He came, he saw, he said a lot of no-shit stuff.
Thomas Friedman, three-time Pulitzer Prize winning author and caustic foreign affairs mouthpiece for the New York Times, dropped by the Republic of Boulder last night to pimp for his latest and greatest, Hot, Flat, and Crowded: Why We Need a Green Revolution and How It Can Renew America. The book outlines Friedman's vision for how and why this country should get back to the business of kicking global ass and taking no end of names -- only this time around, he argues, we should do it by going green, way green. As in that Prius you drive and those Fat Tire bottles you're recycling ain't gonna do the trick, buster.

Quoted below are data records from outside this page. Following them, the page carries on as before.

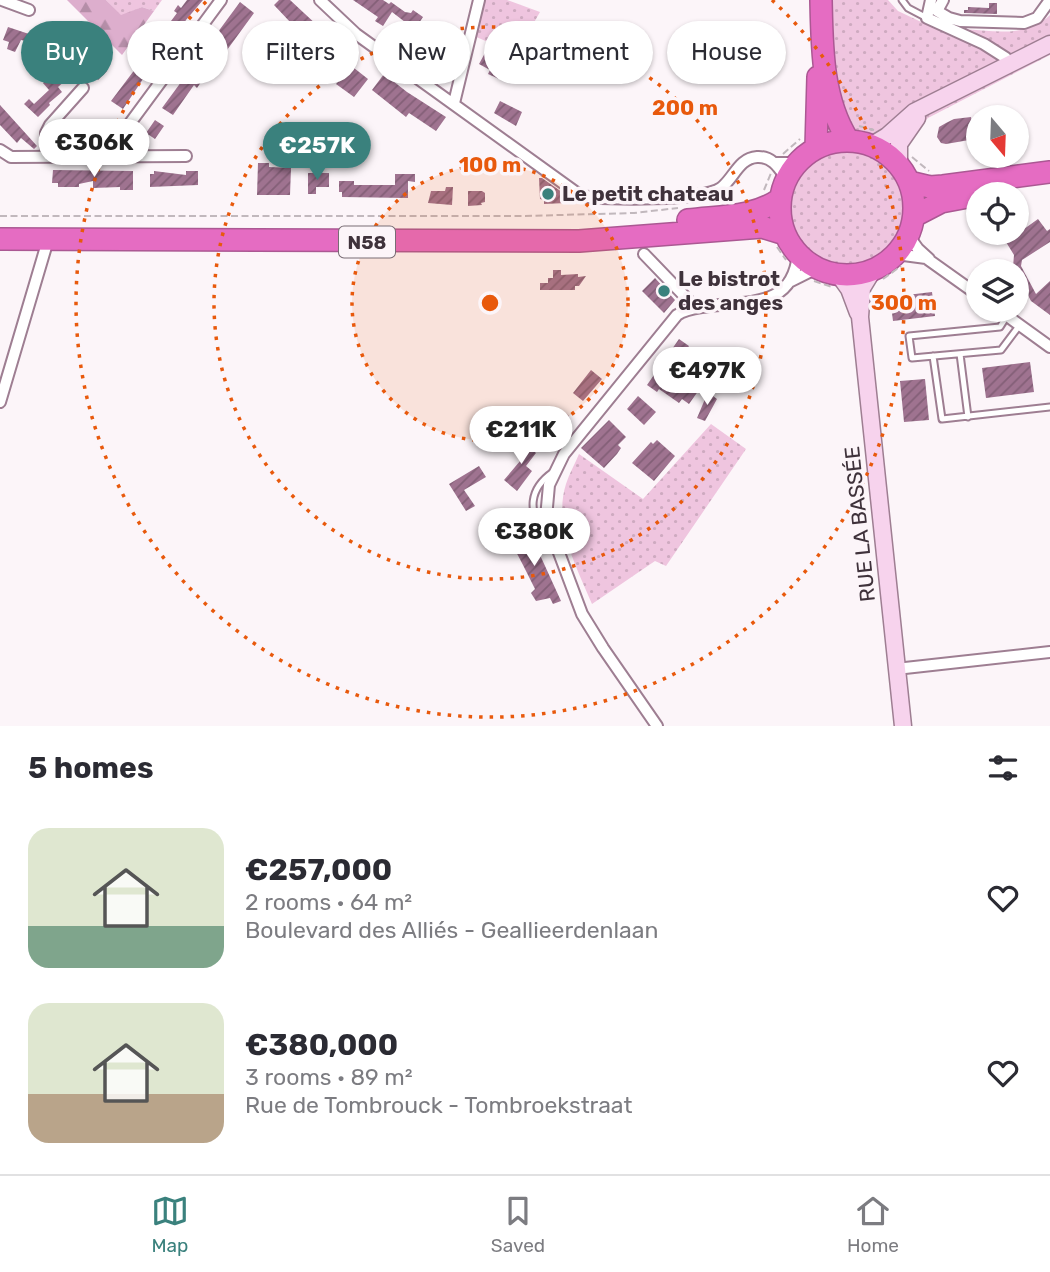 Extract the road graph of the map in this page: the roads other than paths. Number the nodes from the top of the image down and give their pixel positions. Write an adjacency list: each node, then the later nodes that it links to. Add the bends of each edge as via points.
1 (2, 0): 9 (street)
2 (221, 0): 21 (street, via 128,126)
3 (320, 0): 14 (street, via 356,34)
4 (479, 0): 14 (street)
5 (821, 0): 11 (highway)
6 (902, 0): 8 (lane, via 908,8)
7 (1050, 0): 8 (street, via 1037,18 1024,23 960,21)
8 (933, 8): 12 (street, via 954,30 995,51)
9 (29, 10)
10 (1050, 44): 12 (main road)
11 (823, 50): 16 (highway, via 833,110); 18 (highway)
12 (1008, 64): 15 (main road)
13 (83, 88): 20 (street, via 50,125)
14 (454, 103): 25 (street, via 581,195 623,200 704,194 721,188 744,162 759,157)
15 (932, 105): 17 (main road, via 914,112); 24 (main road, via 899,144)
16 (848, 140): 17 (highway); 18 (highway)
17 (872, 145): 24 (highway, via 890,156)
18 (816, 147): 25 (highway)
19 (0, 150): 20 (street, via 11,157)
20 (47, 156): 21 (street)
21 (127, 156): 22 (street)
22 (186, 156)
23 (1050, 172): 24 (highway, via 930,179)
24 (904, 173): 33 (highway, via 914,199)
25 (784, 176): 29 (highway, N58, via 761,211 587,227); 31 (highway)
26 (1050, 186): 27 (highway)
27 (1029, 189)
28 (966, 197): 33 (highway, via 941,202)
29 (0, 227)
30 (0, 239): 32 (highway, N58)
31 (780, 239): 32 (highway, N58, via 762,228 579,241); 36 (highway)
32 (48, 240): 48 (street)
33 (908, 240): 35 (street); 35 (street); 38 (highway)
34 (644, 254): 40 (street)
35 (934, 263): 39 (street)
36 (800, 270): 37 (highway); 40 (street, via 780,293 766,299)
37 (839, 275): 38 (highway); 41 (main road, RUE LA BASSÉE)
38 (875, 276): 41 (main road, RUE LA BASSÉE, via 862,288)
39 (966, 286)
40 (696, 308): 53 (street, via 673,320 584,426 549,485 545,518 582,614)
41 (860, 317): 52 (main road, RUE LA BASSÉE)
42 (1001, 322): 47 (lane, via 1000,327 909,336 912,358)
43 (1015, 322): 44 (street)
44 (1019, 325): 45 (street); 46 (lane, via 1001,350)
45 (1050, 347)
46 (960, 354): 47 (lane); 50 (lane)
47 (933, 356): 50 (lane, via 942,419)
48 (0, 402)
49 (1050, 407): 50 (lane)
50 (968, 417)
51 (1050, 652): 52 (street)
52 (896, 669): 54 (main road, RUE LA BASSÉE)
53 (657, 726)
54 (903, 726)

Talk about preaching to the choir. The capacity crowd was made up of left-leaning, idealistic, wing-nut professors from the University of Colorado and their well-intentioned, trust-funded students, who, predictably, ate the lecture up. You've never seen so much intellectualized Kumbaya. Or perhaps you have, which is likely why Friedman's tour passed over the Mile High city in favor of Boulder's friendlier confines. His patois of slashing carbon emissions and adopting the use of cheap, clean, renewable electrons was spot on for the hippies on the hill that sold out CU's Macky auditorium. It's no stretch to think he went to Boulder because, you know, pushing green on Mr. Highlands Ranch with his Cadillac Escalate isn't exactly an easy sell.

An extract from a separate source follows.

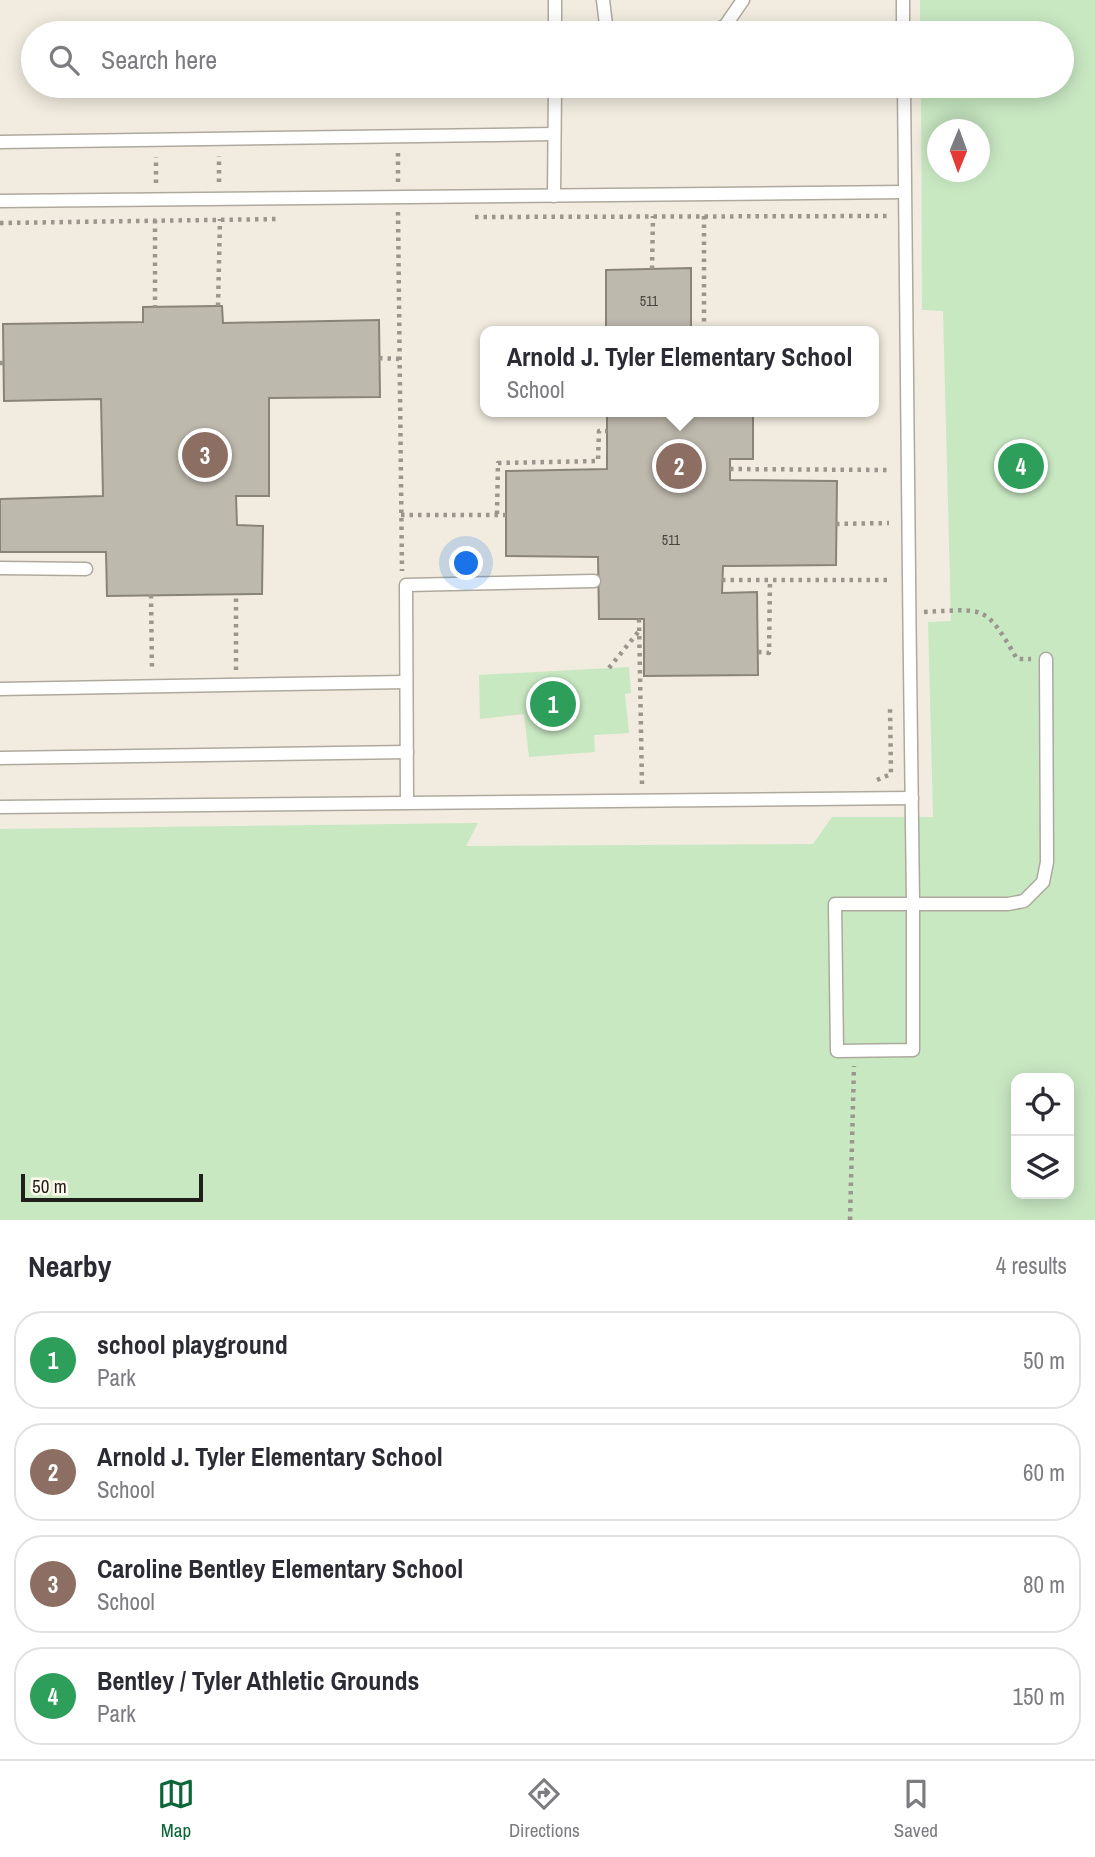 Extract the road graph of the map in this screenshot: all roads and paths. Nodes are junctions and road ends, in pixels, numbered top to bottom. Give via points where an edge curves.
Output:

Of course, there's no word yet on when or how we'll actually find those cheap, clean, renewable electrons. That's for scientists to figure out, and Friedman is just a clever commentator. Still, heads were nodding. The eco-minded, earth-friendly Boulderites responded with enthusiasm, with agreement, and with the occasional about-damn-time hoot.
Not that there's anything wrong with hugging trees. In fact, if current climate doomsayers are correct, we're right now boarding the runaway fail-train to Planet Hell. And that's likely to put a damper on powder days at Vail. Still, warned Friedman, some well intentioned, red-blooded, manly men types might hold off on becoming green warriors, if for no other reason than to avoid the stigma of wussitude. Not to worry, said this proud East Coast liberal: Going green "is the new red, white, and blue." That rousing, evangelical declaration was the only comment of the night to win spontaneous applause. Not even the occasional poke at the previous president scored more than a good chuckle.
Which makes you wonder: Are we interested in saving the planet because it's the right thing to do, or because we want to play hooray for our side? You don't have to read between Friedman's lines to know that his call for a green revolution simultaneously means to keep America on top. And that's fine. Good marketing and the waving of flags might be the only way to sell green-think on the same country that brought us plastic flamingos and strip mining.
Still, there wasn't much of anything new brought to the table. Between dropping doomsday bombs about global warming and reminding folks that compact florescent lamps alone aren't going to cut it, the night was a big no-duh session. Friedman did drive home the point that unless we put a hefty tax on fossil-fuel use, we're only saying we want a revolution. It remains to be seen whether putting on price signals, which drew polite applause, sticks. The notion that we voluntarily make expensive what today remains wonderfully cheap didn't seem to win over everybody last night, even in Boulder. (Because, you know, you would never, ever see those bourgeois bohemians cruise around in a gas-sucking Hummer.)
Good Point: Friedman's most insightful remark came when he quipped that the current global warming nay-sayers are likely to live long enough to see how idiot
wrong their "science" has been.
Say what?: In response to a how-can-we question, Friedman suggested that the best way to go green was to "pay attention." This was probably lost on the many in attendance who kept their heads buried in their smart phones, texting the world about the lecture they weren't listening to.
Bad science: In addition to producing cheap, clean, renewable electrons, Friedman calls for finding the technology to create cheap, clean, renewable "molecules," too. Except that there's this law-of-conservation-of-mass thingy, standing in the way. Obviously, he's not a physics buff.